Aim of the task ->
Please return each of the entries exactly, minus their pictures.

Raw data ->
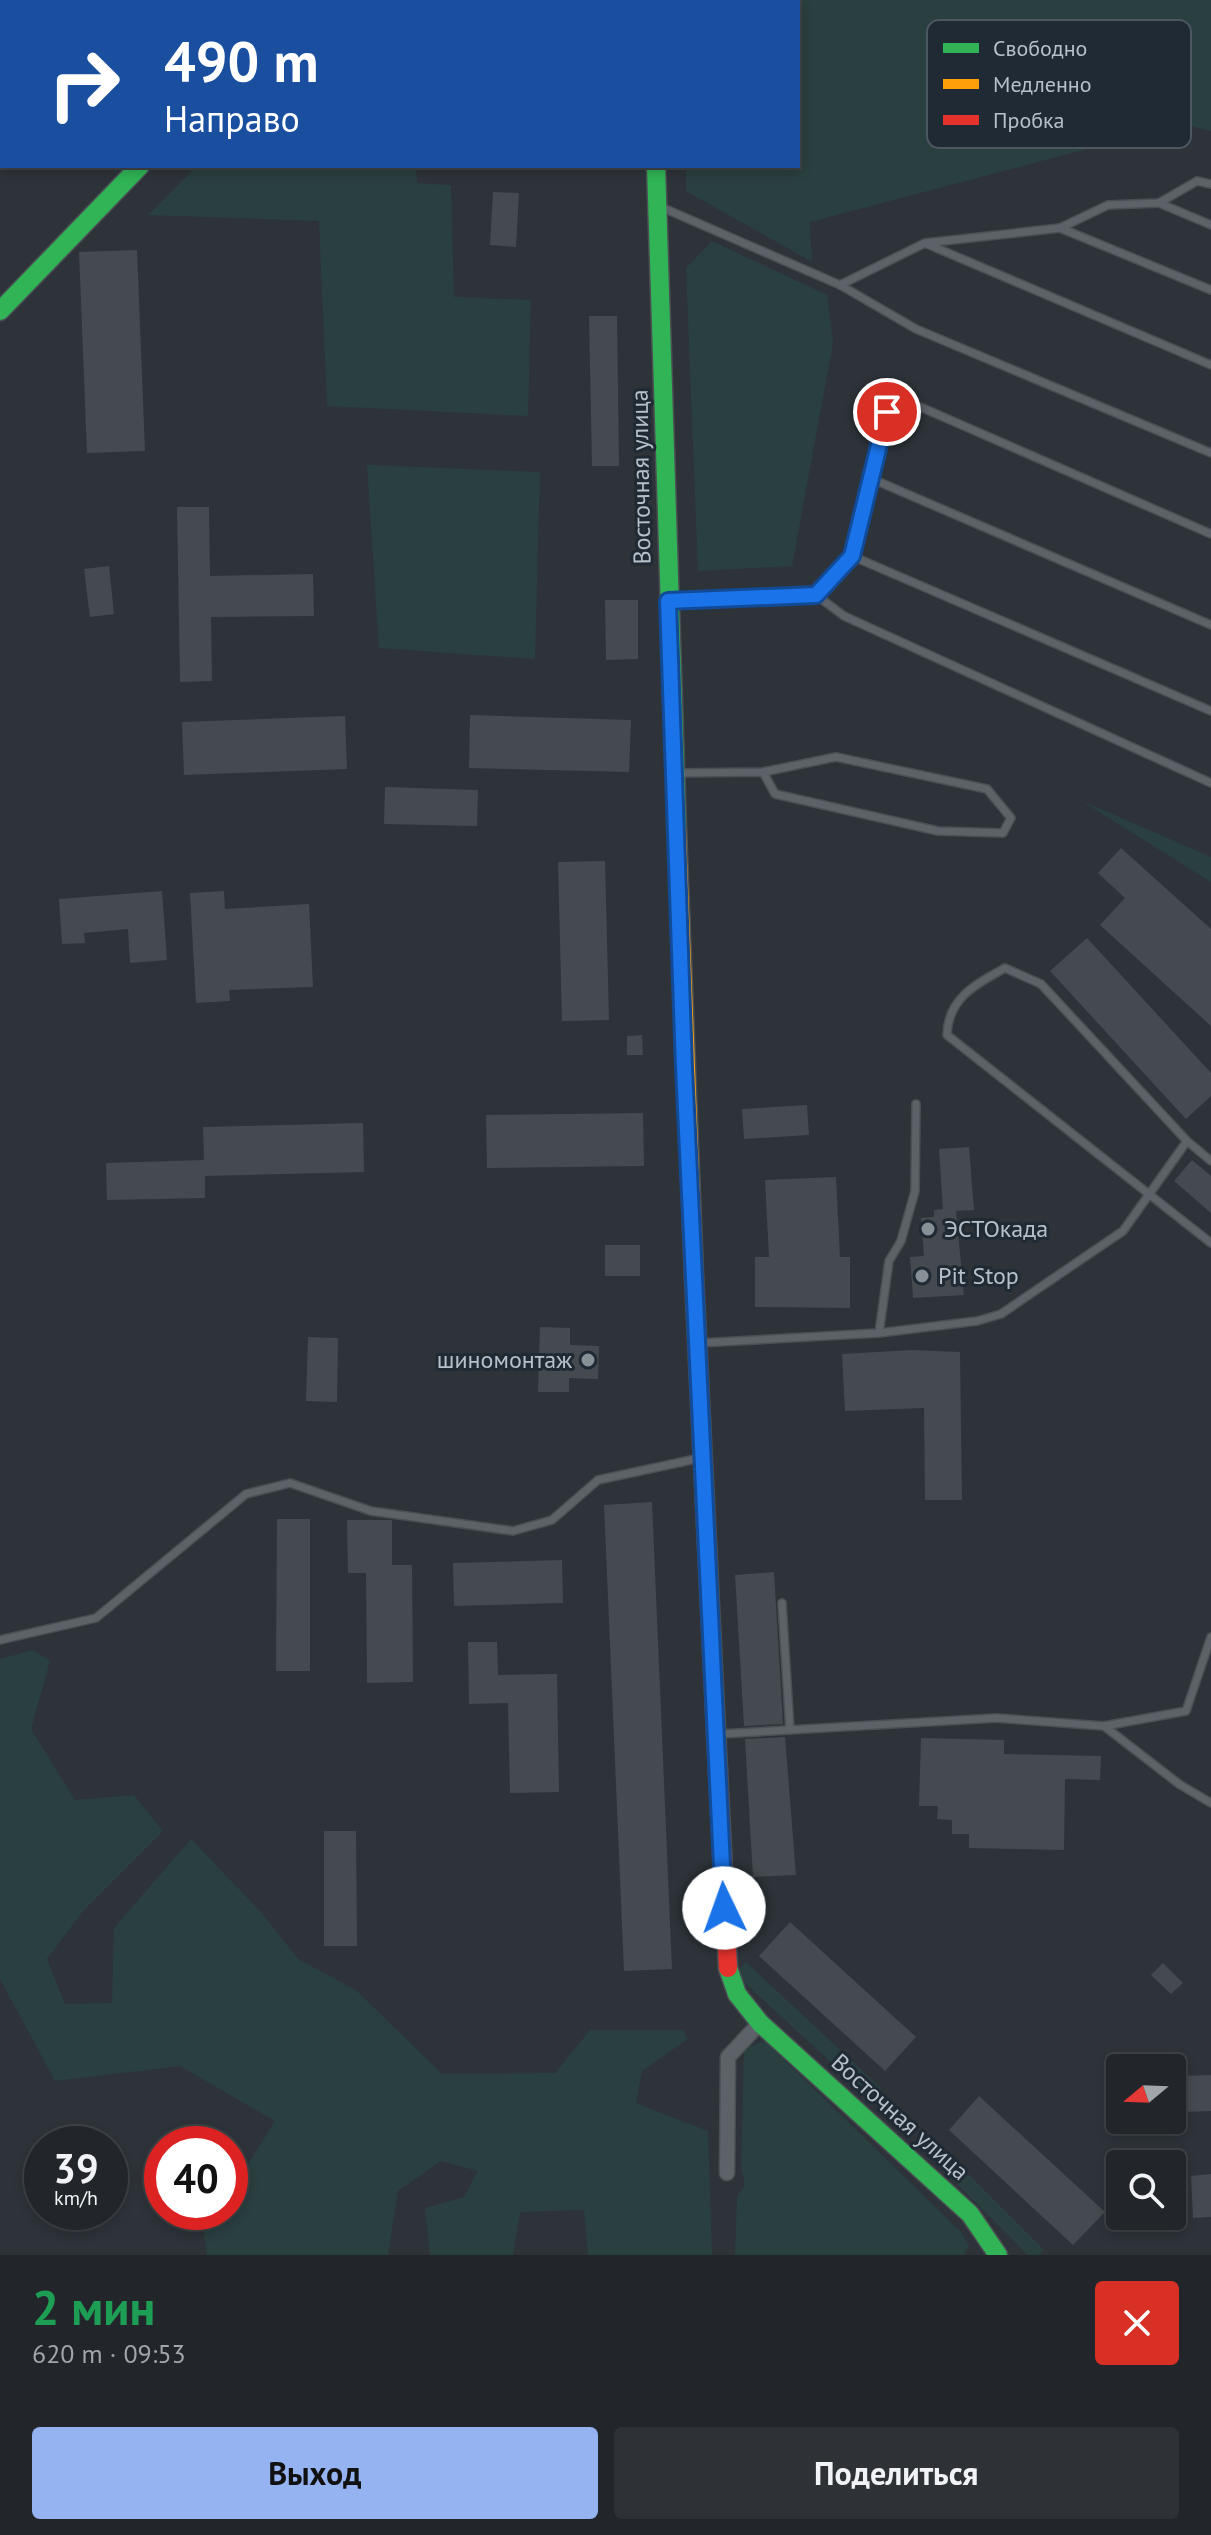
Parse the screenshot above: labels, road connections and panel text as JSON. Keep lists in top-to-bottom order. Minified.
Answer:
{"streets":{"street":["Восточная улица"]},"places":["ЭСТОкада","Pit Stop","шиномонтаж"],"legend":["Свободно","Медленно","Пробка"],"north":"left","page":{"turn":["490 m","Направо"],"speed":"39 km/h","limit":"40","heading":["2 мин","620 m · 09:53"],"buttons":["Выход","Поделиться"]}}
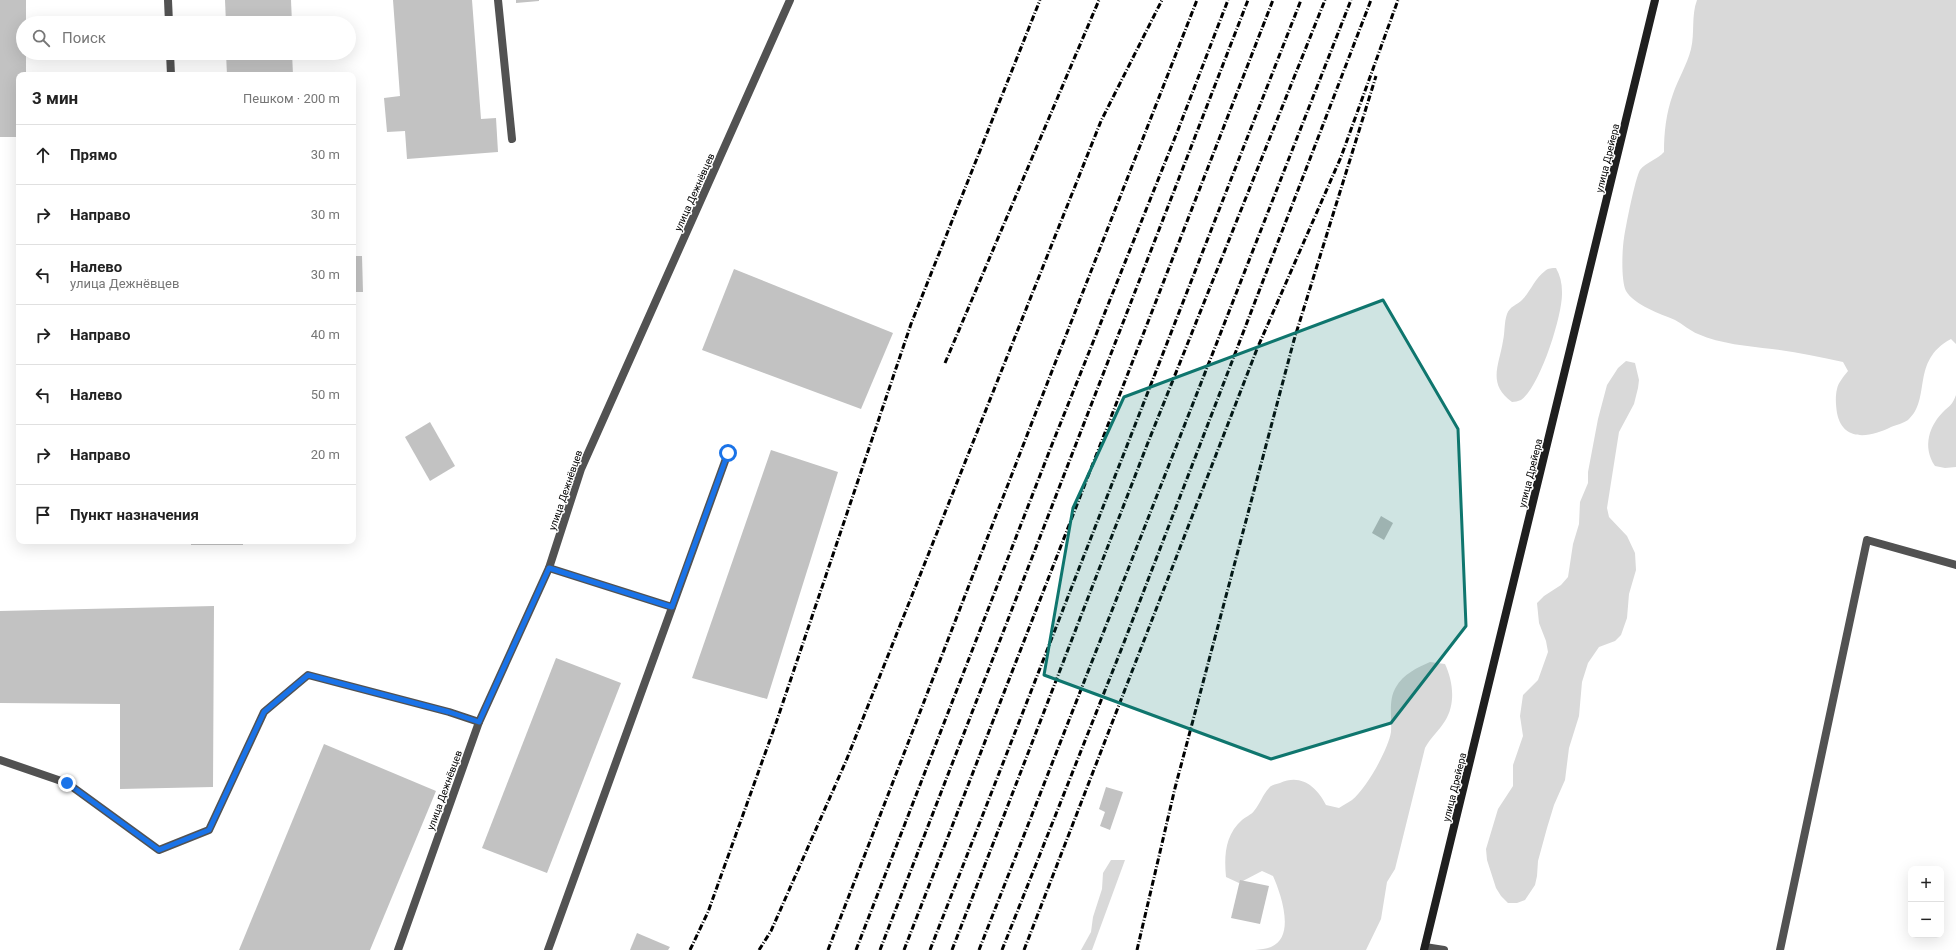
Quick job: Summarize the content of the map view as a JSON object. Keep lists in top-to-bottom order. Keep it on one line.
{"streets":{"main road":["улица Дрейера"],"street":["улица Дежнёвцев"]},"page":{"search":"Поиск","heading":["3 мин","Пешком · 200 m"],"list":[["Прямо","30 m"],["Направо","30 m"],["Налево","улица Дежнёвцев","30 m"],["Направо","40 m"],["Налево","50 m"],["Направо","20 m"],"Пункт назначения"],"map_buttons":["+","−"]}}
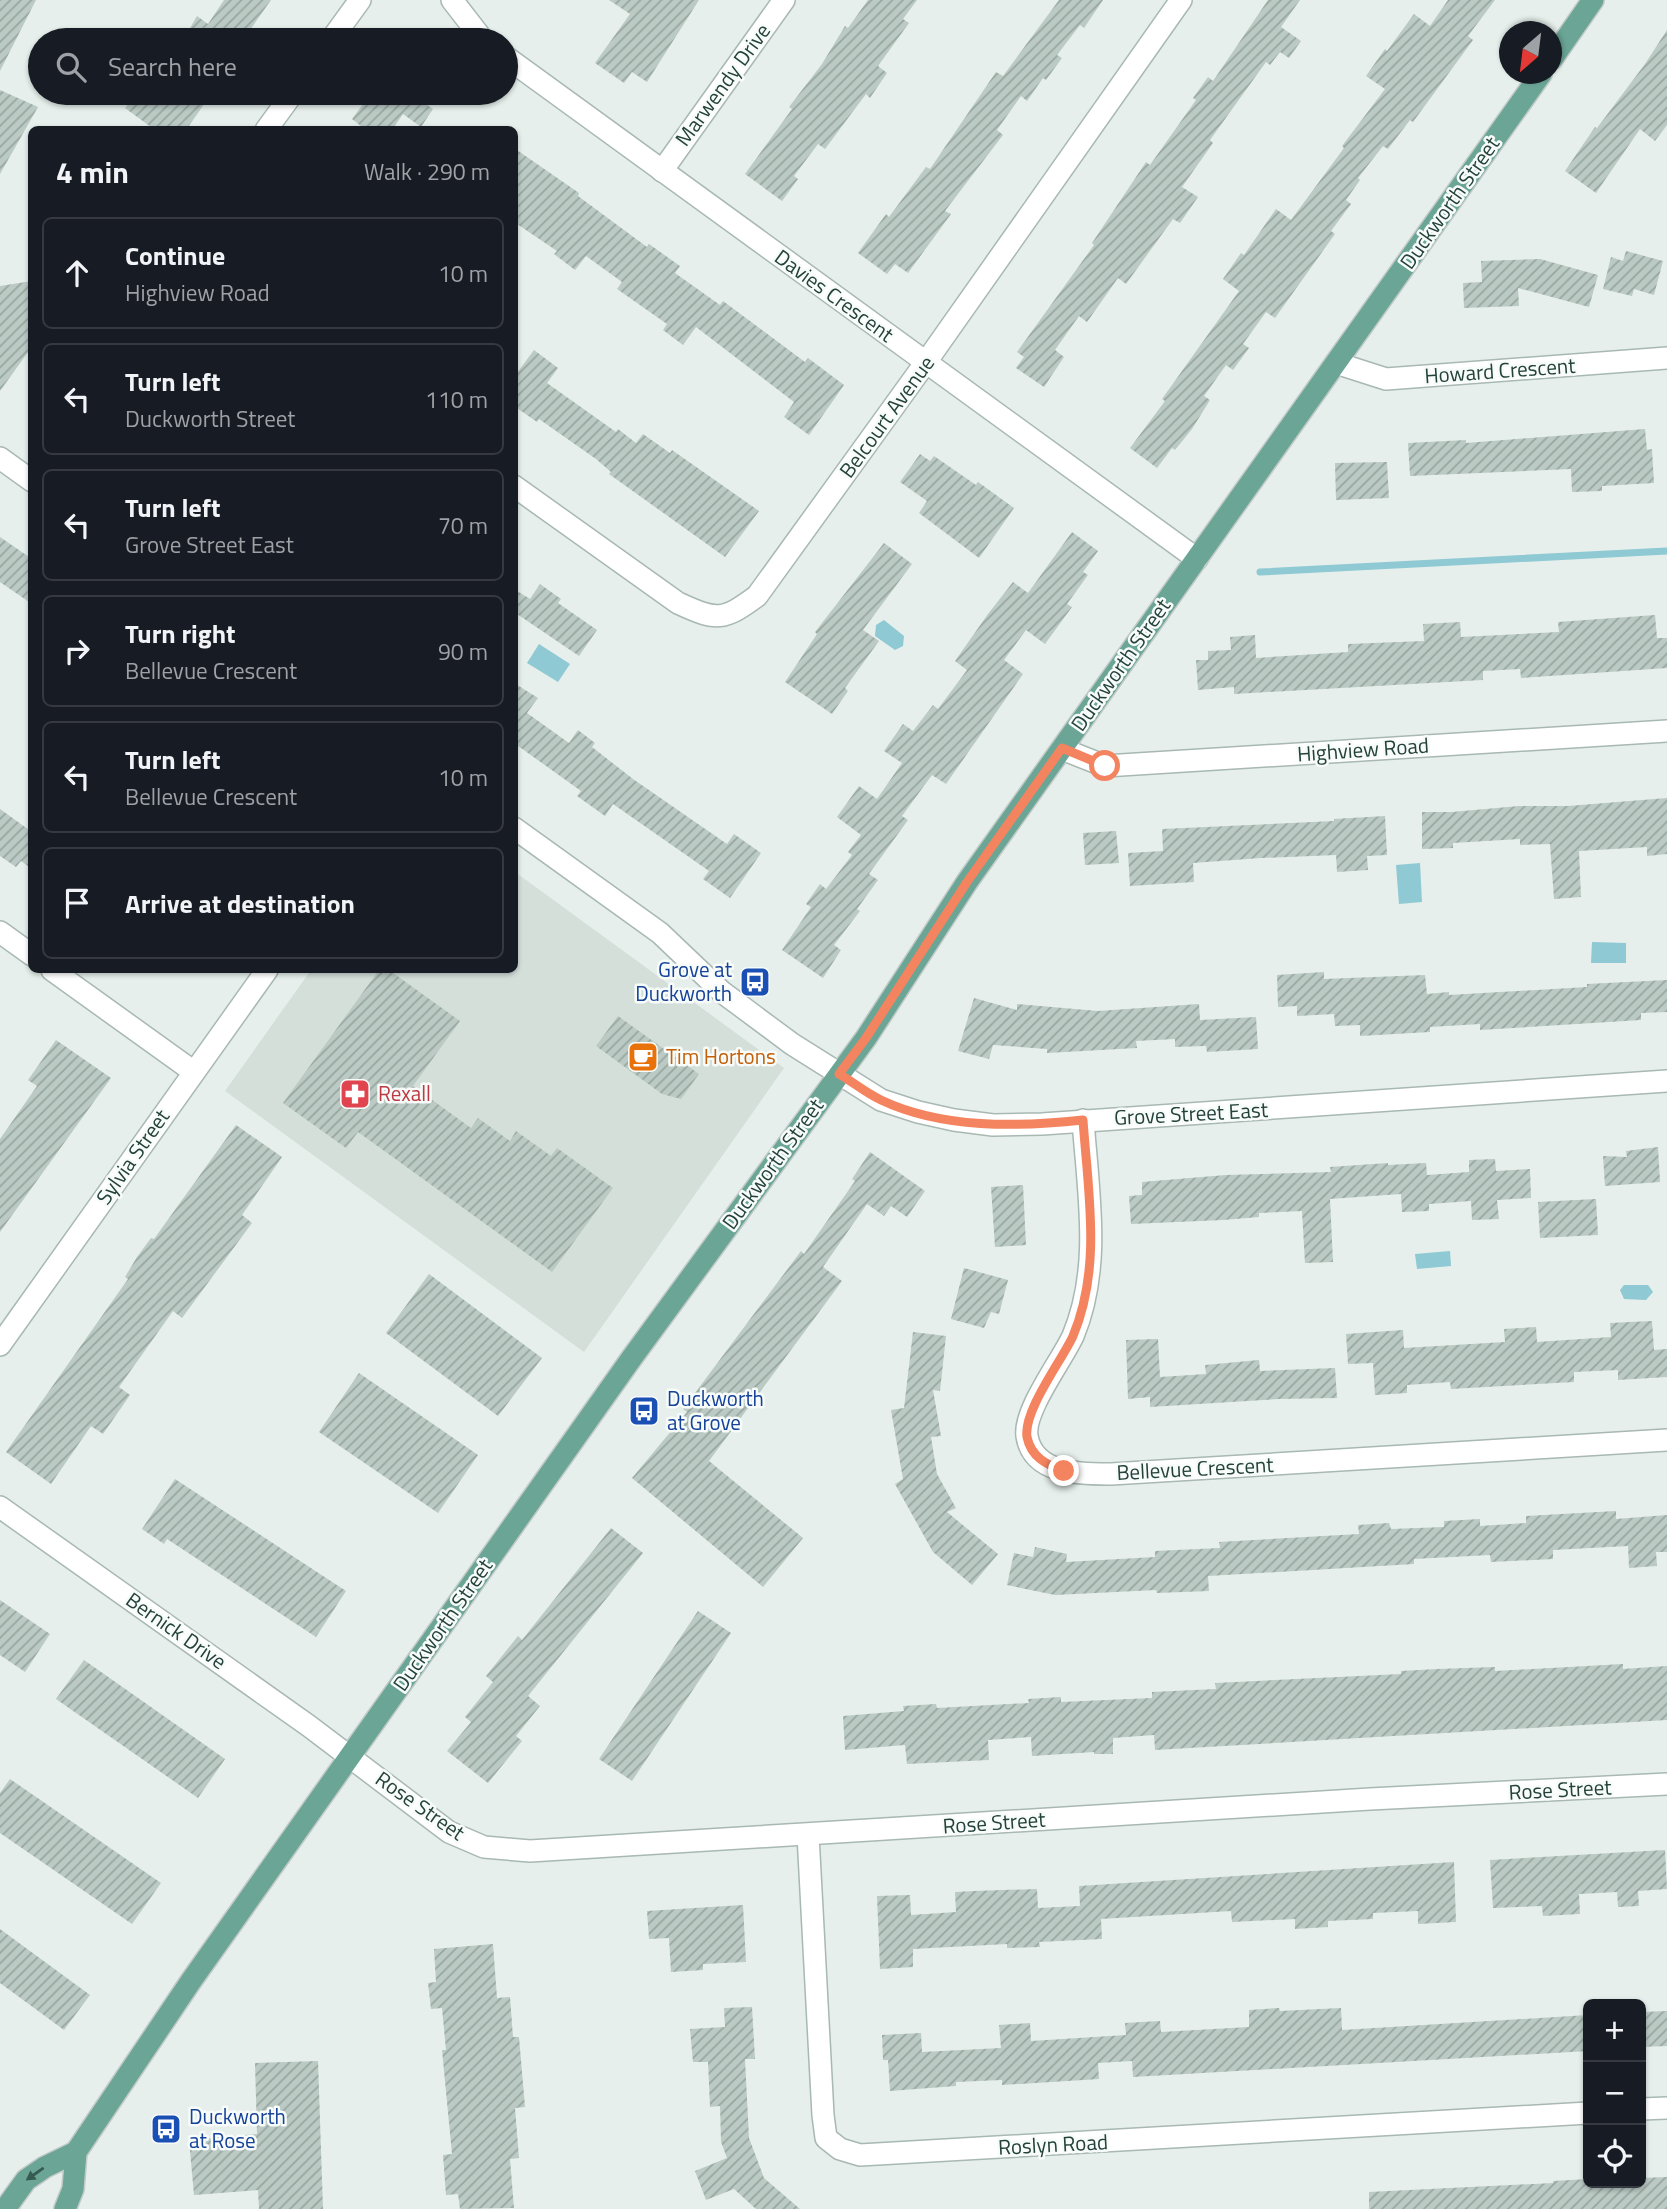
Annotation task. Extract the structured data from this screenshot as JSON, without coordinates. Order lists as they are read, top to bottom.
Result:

Written answer ->
Parse the screenshot above: labels, road connections and panel text as JSON. Keep lists in top-to-bottom order. Minified.
Answer:
{"streets":{"street":["Восточная улица"]},"places":["ЭСТОкада","Pit Stop","шиномонтаж"],"legend":["Свободно","Медленно","Пробка"],"north":"left","page":{"turn":["490 m","Направо"],"speed":"39 km/h","limit":"40","heading":["2 мин","620 m · 09:53"],"buttons":["Выход","Поделиться"]}}
Quick job: Summarize the content of the map view as a JSON object. Keep lists in top-to-bottom order. Keep it on one line.
{"streets":{"main road":["улица Дрейера"],"street":["улица Дежнёвцев"]},"page":{"search":"Поиск","heading":["3 мин","Пешком · 200 m"],"list":[["Прямо","30 m"],["Направо","30 m"],["Налево","улица Дежнёвцев","30 m"],["Направо","40 m"],["Налево","50 m"],["Направо","20 m"],"Пункт назначения"],"map_buttons":["+","−"]}}
Annotation task. Extract the structured data from this screenshot as JSON, without coordinates. Order lists as they are read, top to bottom.
Result:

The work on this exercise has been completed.